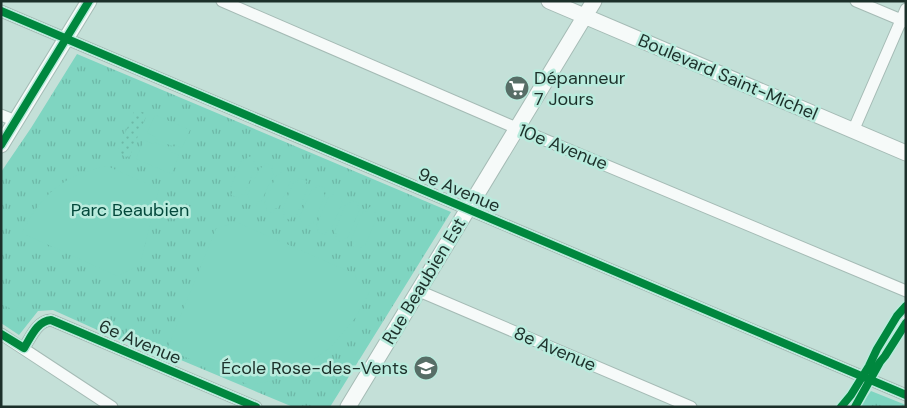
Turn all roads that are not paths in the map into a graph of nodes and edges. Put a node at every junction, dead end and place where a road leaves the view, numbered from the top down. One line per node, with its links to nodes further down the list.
1 (89, 1): 9 (street)
2 (222, 1): 12 (street, 10e Avenue)
3 (549, 1): 7 (street, Boulevard Saint-Michel)
4 (594, 1): 7 (street, Rue Beaubien Est)
5 (856, 1): 8 (street)
6 (1, 11): 9 (street, 9e Avenue)
7 (585, 16): 12 (street, Rue Beaubien Est); 13 (street, Boulevard Saint-Michel)
8 (904, 17): 13 (street)
9 (66, 39): 11 (street); 16 (street, 9e Avenue)
10 (1, 114): 11 (street)
11 (16, 121): 14 (street)
12 (517, 128): 16 (street, Rue Beaubien Est); 18 (street, 10e Avenue)
13 (853, 131): 15 (street, Boulevard Saint-Michel)
14 (1, 145)
15 (906, 153)
16 (467, 210): 17 (street, Rue Beaubien Est); 22 (street, 9e Avenue)
17 (419, 291): 26 (street, Rue Beaubien Est); 27 (street, 8e Avenue)
18 (906, 291)
19 (906, 312): 22 (street)
20 (1, 334): 21 (street)
21 (24, 348): 24 (street); 25 (street, 6e Avenue)
22 (866, 378): 23 (street, 9e Avenue); 28 (street)
23 (906, 395)
24 (112, 407)
25 (256, 407)
26 (348, 407)
27 (691, 407)
28 (848, 407)

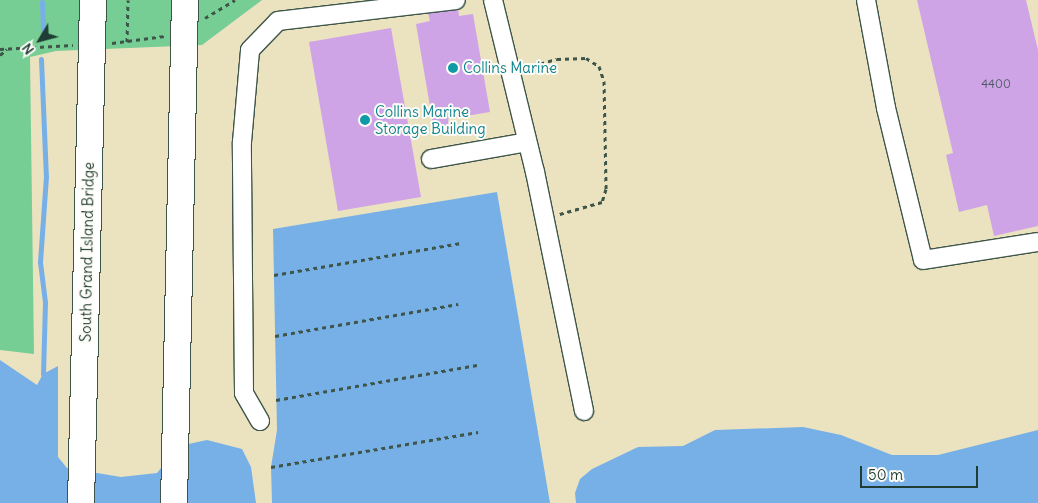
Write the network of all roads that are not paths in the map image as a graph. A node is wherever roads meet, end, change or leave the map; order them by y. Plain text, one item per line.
1 (93, 0) edge
2 (184, 0) edge
3 (456, 0) edge
4 (493, 0) edge
5 (866, 0) edge
6 (527, 142) junction
7 (432, 159) dead end
8 (1038, 242) edge
9 (584, 410) dead end
10 (260, 421) dead end
11 (81, 503) edge
12 (174, 503) edge

1 - 11 highway, South Grand Island Bridge, bridge
2 - 12 highway, bridge
3 - 10 lane
4 - 6 lane
5 - 8 lane
6 - 7 lane
6 - 9 lane

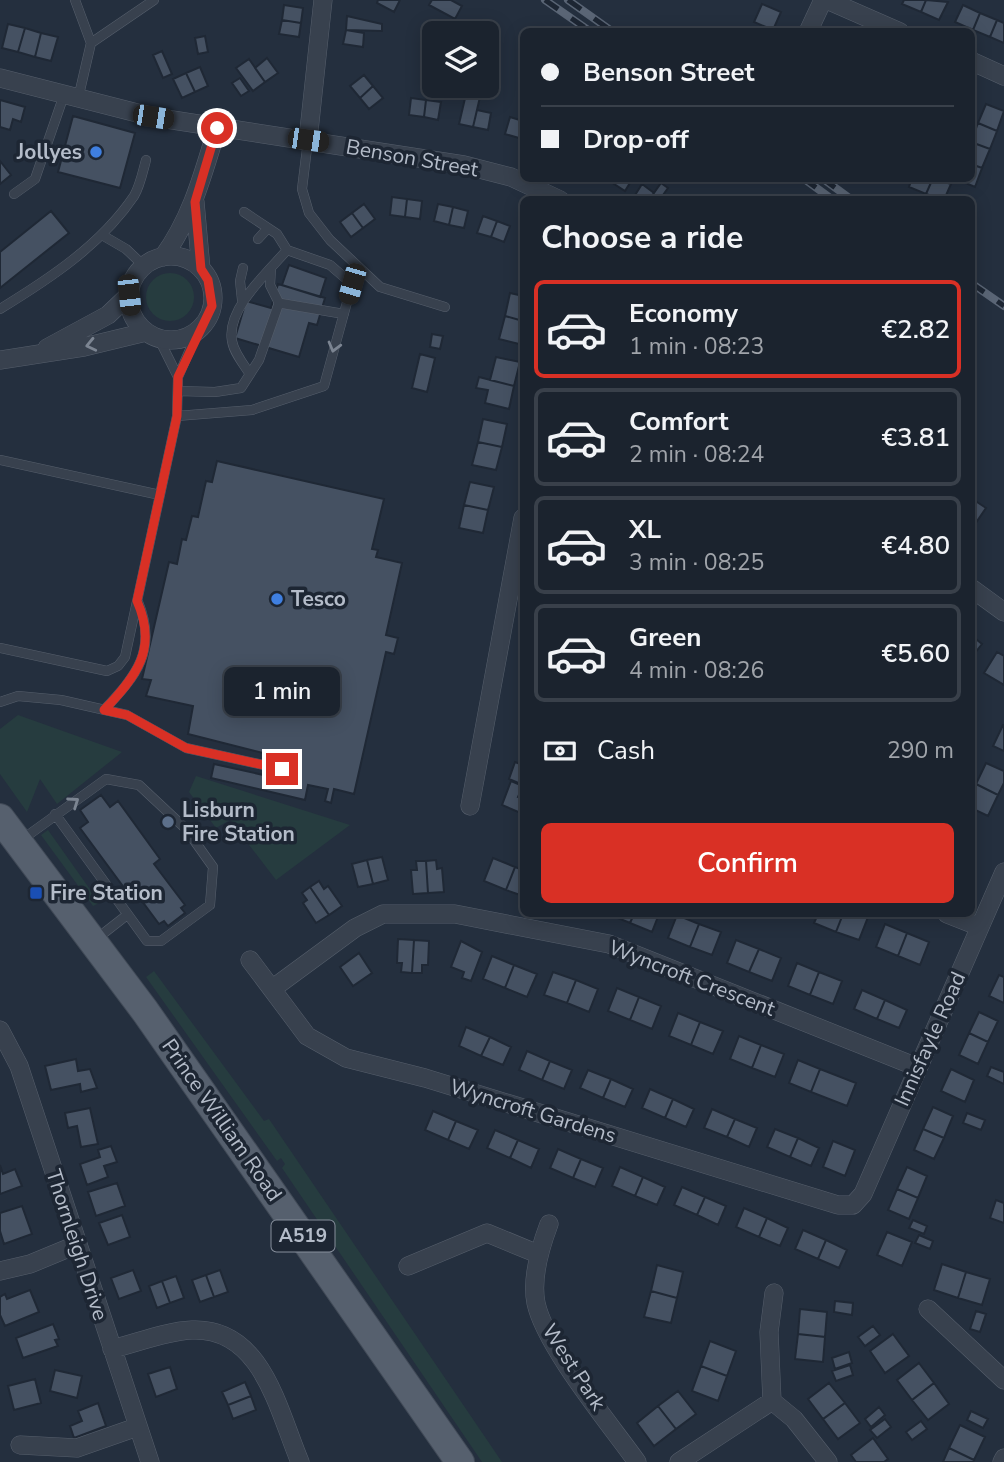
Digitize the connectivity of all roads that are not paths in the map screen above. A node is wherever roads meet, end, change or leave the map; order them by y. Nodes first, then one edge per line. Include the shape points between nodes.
1 (75, 0) edge
2 (154, 0) edge
3 (323, 0) edge
4 (825, 0) edge
5 (810, 28) edge
6 (891, 28) edge
7 (91, 43) junction
8 (975, 68) edge
9 (1004, 76) edge
10 (0, 78) edge
11 (71, 97) junction
12 (217, 128) junction
13 (308, 140) junction
14 (146, 160) dead end
15 (520, 181) edge
16 (522, 182) edge
17 (14, 194) dead end
18 (551, 196) edge
19 (195, 202) junction
20 (244, 212) dead end
21 (268, 228) junction
22 (102, 234) junction
23 (258, 239) dead end
24 (287, 250) junction
25 (163, 257) junction
26 (144, 266) junction
27 (243, 268) dead end
28 (271, 268) junction
29 (201, 269) junction
30 (129, 295) junction
31 (242, 300) junction
32 (279, 303) junction
33 (446, 307) dead end
34 (0, 309) edge
35 (344, 314) junction
36 (200, 329) junction
37 (153, 335) junction
38 (34, 354) junction
39 (0, 360) edge
40 (250, 374) junction
41 (178, 377) junction
42 (178, 391) junction
43 (177, 416) junction
44 (0, 460) edge
45 (160, 495) junction
46 (520, 548) edge
47 (975, 592) edge
48 (137, 601) junction
49 (1004, 612) edge
50 (0, 648) edge
51 (0, 702) edge
52 (104, 710) junction
53 (282, 769) dead end
54 (470, 806) dead end
55 (55, 814) junction
56 (0, 818) edge
57 (19, 842) junction
58 (1004, 872) edge
59 (127, 915) junction
60 (955, 917) edge
61 (980, 927) junction
62 (93, 942) junction
63 (250, 960) dead end
64 (272, 989) junction
65 (0, 1030) edge
66 (917, 1067) junction
67 (853, 1205) joint
68 (549, 1224) dead end
69 (76, 1245) junction
70 (538, 1254) junction
71 (408, 1266) dead end
72 (0, 1270) edge
73 (774, 1293) dead end
74 (928, 1309) dead end
75 (112, 1349) junction
76 (1004, 1380) edge
77 (772, 1401) junction
78 (137, 1427) junction
79 (20, 1445) dead end
80 (150, 1462) edge
81 (300, 1462) edge
82 (460, 1462) edge
83 (637, 1462) edge
84 (679, 1462) edge
85 (828, 1462) edge

1 - 7 lane
2 - 7 lane
3 - 13 street
4 - 5 street
4 - 6 street
7 - 11 lane
8 - 9 street
10 - 11 street, Benson Street
11 - 12 street, Benson Street
11 - 17 lane via 34,179
12 - 13 street, Benson Street
12 - 19 street
13 - 15 street, Benson Street via 464,165
13 - 33 lane via 302,189 309,213 330,240 380,287
14 - 22 lane via 135,194
16 - 18 street, Benson Street
19 - 25 street
19 - 29 street
20 - 21 lane
21 - 23 lane
21 - 24 lane
22 - 26 lane
22 - 34 lane via 45,282
24 - 28 lane
24 - 35 lane via 330,265 352,284
25 - 26 street
25 - 29 street via 183,258
26 - 30 street
27 - 31 lane
28 - 31 lane
28 - 32 lane via 270,285
29 - 36 street via 208,280 212,306
30 - 37 street via 136,322
30 - 38 street via 108,314
31 - 40 lane via 232,342
32 - 35 lane
32 - 40 lane
35 -> 43 lane via 324,386 252,410
36 - 37 street via 173,340
36 - 41 lane
37 -> 38 street
37 - 41 lane
38 - 39 street
40 - 42 lane via 241,388
41 - 42 lane
42 - 43 lane
43 - 45 lane
44 - 45 lane
45 - 48 lane
46 - 54 street
47 - 49 street
48 - 50 lane via 125,657 107,671
48 - 52 lane via 148,624 140,668
51 - 52 lane via 18,696
52 - 53 lane via 127,715 186,748
55 - 57 lane
55 - 59 lane
55 -> 59 lane via 106,779 139,785 186,829 214,867 210,905 161,941 147,941
56 - 57 main road, Prince William Road / A519
57 - 62 main road, Prince William Road / A519
58 - 61 street, Innisfayle Road
59 - 62 lane
60 - 61 street
61 - 66 street, Innisfayle Road
62 - 82 main road, Prince William Road / A519
63 - 64 street, Wyncroft Gardens
64 - 66 street, Wyncroft Crescent via 355,928 383,914 455,914 609,944
64 - 67 street, Wyncroft Gardens via 307,1036 346,1058 838,1205
65 - 69 street, Thornleigh Drive via 19,1066
66 - 67 street, Innisfayle Road via 863,1194
68 - 70 street, West Park
69 - 72 street via 30,1264
69 - 75 street, Thornleigh Drive
70 - 71 street via 487,1233
70 - 83 street, West Park via 536,1302 552,1340
73 - 77 street via 769,1332
74 - 76 street
75 - 78 street, Thornleigh Drive
75 - 81 street via 190,1330 213,1331 241,1343 260,1366
77 - 84 street
77 - 85 street via 794,1419
78 - 79 street via 77,1448
78 - 80 street, Thornleigh Drive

==================================================

WHAT YOU WILL DO:
Only the pictures are to be left out; repeat all other material exactly.

REPLY TO THE EXERCISE:
Turn all roads that are not paths in the map into a graph of nodes and edges. Put a node at every junction, dead end and place where a road leaves the view, numbered from the top down. One line per node, with its links to nodes further down the list.
1 (89, 1): 9 (street)
2 (222, 1): 12 (street, 10e Avenue)
3 (549, 1): 7 (street, Boulevard Saint-Michel)
4 (594, 1): 7 (street, Rue Beaubien Est)
5 (856, 1): 8 (street)
6 (1, 11): 9 (street, 9e Avenue)
7 (585, 16): 12 (street, Rue Beaubien Est); 13 (street, Boulevard Saint-Michel)
8 (904, 17): 13 (street)
9 (66, 39): 11 (street); 16 (street, 9e Avenue)
10 (1, 114): 11 (street)
11 (16, 121): 14 (street)
12 (517, 128): 16 (street, Rue Beaubien Est); 18 (street, 10e Avenue)
13 (853, 131): 15 (street, Boulevard Saint-Michel)
14 (1, 145)
15 (906, 153)
16 (467, 210): 17 (street, Rue Beaubien Est); 22 (street, 9e Avenue)
17 (419, 291): 26 (street, Rue Beaubien Est); 27 (street, 8e Avenue)
18 (906, 291)
19 (906, 312): 22 (street)
20 (1, 334): 21 (street)
21 (24, 348): 24 (street); 25 (street, 6e Avenue)
22 (866, 378): 23 (street, 9e Avenue); 28 (street)
23 (906, 395)
24 (112, 407)
25 (256, 407)
26 (348, 407)
27 (691, 407)
28 (848, 407)

Write the network of all roads that are not paths in the map image as a graph. A node is wherever roads meet, end, change or leave the map; order them by y. Plain text, one item per line.
1 (93, 0) edge
2 (184, 0) edge
3 (456, 0) edge
4 (493, 0) edge
5 (866, 0) edge
6 (527, 142) junction
7 (432, 159) dead end
8 (1038, 242) edge
9 (584, 410) dead end
10 (260, 421) dead end
11 (81, 503) edge
12 (174, 503) edge

1 - 11 highway, South Grand Island Bridge, bridge
2 - 12 highway, bridge
3 - 10 lane
4 - 6 lane
5 - 8 lane
6 - 7 lane
6 - 9 lane

Digitize the connectivity of all roads that are not paths in the map screen above. A node is wherever roads meet, end, change or leave the map; order them by y. Nodes first, then one edge per line. Include the shape points between nodes.
1 (75, 0) edge
2 (154, 0) edge
3 (323, 0) edge
4 (825, 0) edge
5 (810, 28) edge
6 (891, 28) edge
7 (91, 43) junction
8 (975, 68) edge
9 (1004, 76) edge
10 (0, 78) edge
11 (71, 97) junction
12 (217, 128) junction
13 (308, 140) junction
14 (146, 160) dead end
15 (520, 181) edge
16 (522, 182) edge
17 (14, 194) dead end
18 (551, 196) edge
19 (195, 202) junction
20 (244, 212) dead end
21 (268, 228) junction
22 (102, 234) junction
23 (258, 239) dead end
24 (287, 250) junction
25 (163, 257) junction
26 (144, 266) junction
27 (243, 268) dead end
28 (271, 268) junction
29 (201, 269) junction
30 (129, 295) junction
31 (242, 300) junction
32 (279, 303) junction
33 (446, 307) dead end
34 (0, 309) edge
35 (344, 314) junction
36 (200, 329) junction
37 (153, 335) junction
38 (34, 354) junction
39 (0, 360) edge
40 (250, 374) junction
41 (178, 377) junction
42 (178, 391) junction
43 (177, 416) junction
44 (0, 460) edge
45 (160, 495) junction
46 (520, 548) edge
47 (975, 592) edge
48 (137, 601) junction
49 (1004, 612) edge
50 (0, 648) edge
51 (0, 702) edge
52 (104, 710) junction
53 (282, 769) dead end
54 (470, 806) dead end
55 (55, 814) junction
56 (0, 818) edge
57 (19, 842) junction
58 (1004, 872) edge
59 (127, 915) junction
60 (955, 917) edge
61 (980, 927) junction
62 (93, 942) junction
63 (250, 960) dead end
64 (272, 989) junction
65 (0, 1030) edge
66 (917, 1067) junction
67 (853, 1205) joint
68 (549, 1224) dead end
69 (76, 1245) junction
70 (538, 1254) junction
71 (408, 1266) dead end
72 (0, 1270) edge
73 (774, 1293) dead end
74 (928, 1309) dead end
75 (112, 1349) junction
76 (1004, 1380) edge
77 (772, 1401) junction
78 (137, 1427) junction
79 (20, 1445) dead end
80 (150, 1462) edge
81 (300, 1462) edge
82 (460, 1462) edge
83 (637, 1462) edge
84 (679, 1462) edge
85 (828, 1462) edge

1 - 7 lane
2 - 7 lane
3 - 13 street
4 - 5 street
4 - 6 street
7 - 11 lane
8 - 9 street
10 - 11 street, Benson Street
11 - 12 street, Benson Street
11 - 17 lane via 34,179
12 - 13 street, Benson Street
12 - 19 street
13 - 15 street, Benson Street via 464,165
13 - 33 lane via 302,189 309,213 330,240 380,287
14 - 22 lane via 135,194
16 - 18 street, Benson Street
19 - 25 street
19 - 29 street
20 - 21 lane
21 - 23 lane
21 - 24 lane
22 - 26 lane
22 - 34 lane via 45,282
24 - 28 lane
24 - 35 lane via 330,265 352,284
25 - 26 street
25 - 29 street via 183,258
26 - 30 street
27 - 31 lane
28 - 31 lane
28 - 32 lane via 270,285
29 - 36 street via 208,280 212,306
30 - 37 street via 136,322
30 - 38 street via 108,314
31 - 40 lane via 232,342
32 - 35 lane
32 - 40 lane
35 -> 43 lane via 324,386 252,410
36 - 37 street via 173,340
36 - 41 lane
37 -> 38 street
37 - 41 lane
38 - 39 street
40 - 42 lane via 241,388
41 - 42 lane
42 - 43 lane
43 - 45 lane
44 - 45 lane
45 - 48 lane
46 - 54 street
47 - 49 street
48 - 50 lane via 125,657 107,671
48 - 52 lane via 148,624 140,668
51 - 52 lane via 18,696
52 - 53 lane via 127,715 186,748
55 - 57 lane
55 - 59 lane
55 -> 59 lane via 106,779 139,785 186,829 214,867 210,905 161,941 147,941
56 - 57 main road, Prince William Road / A519
57 - 62 main road, Prince William Road / A519
58 - 61 street, Innisfayle Road
59 - 62 lane
60 - 61 street
61 - 66 street, Innisfayle Road
62 - 82 main road, Prince William Road / A519
63 - 64 street, Wyncroft Gardens
64 - 66 street, Wyncroft Crescent via 355,928 383,914 455,914 609,944
64 - 67 street, Wyncroft Gardens via 307,1036 346,1058 838,1205
65 - 69 street, Thornleigh Drive via 19,1066
66 - 67 street, Innisfayle Road via 863,1194
68 - 70 street, West Park
69 - 72 street via 30,1264
69 - 75 street, Thornleigh Drive
70 - 71 street via 487,1233
70 - 83 street, West Park via 536,1302 552,1340
73 - 77 street via 769,1332
74 - 76 street
75 - 78 street, Thornleigh Drive
75 - 81 street via 190,1330 213,1331 241,1343 260,1366
77 - 84 street
77 - 85 street via 794,1419
78 - 79 street via 77,1448
78 - 80 street, Thornleigh Drive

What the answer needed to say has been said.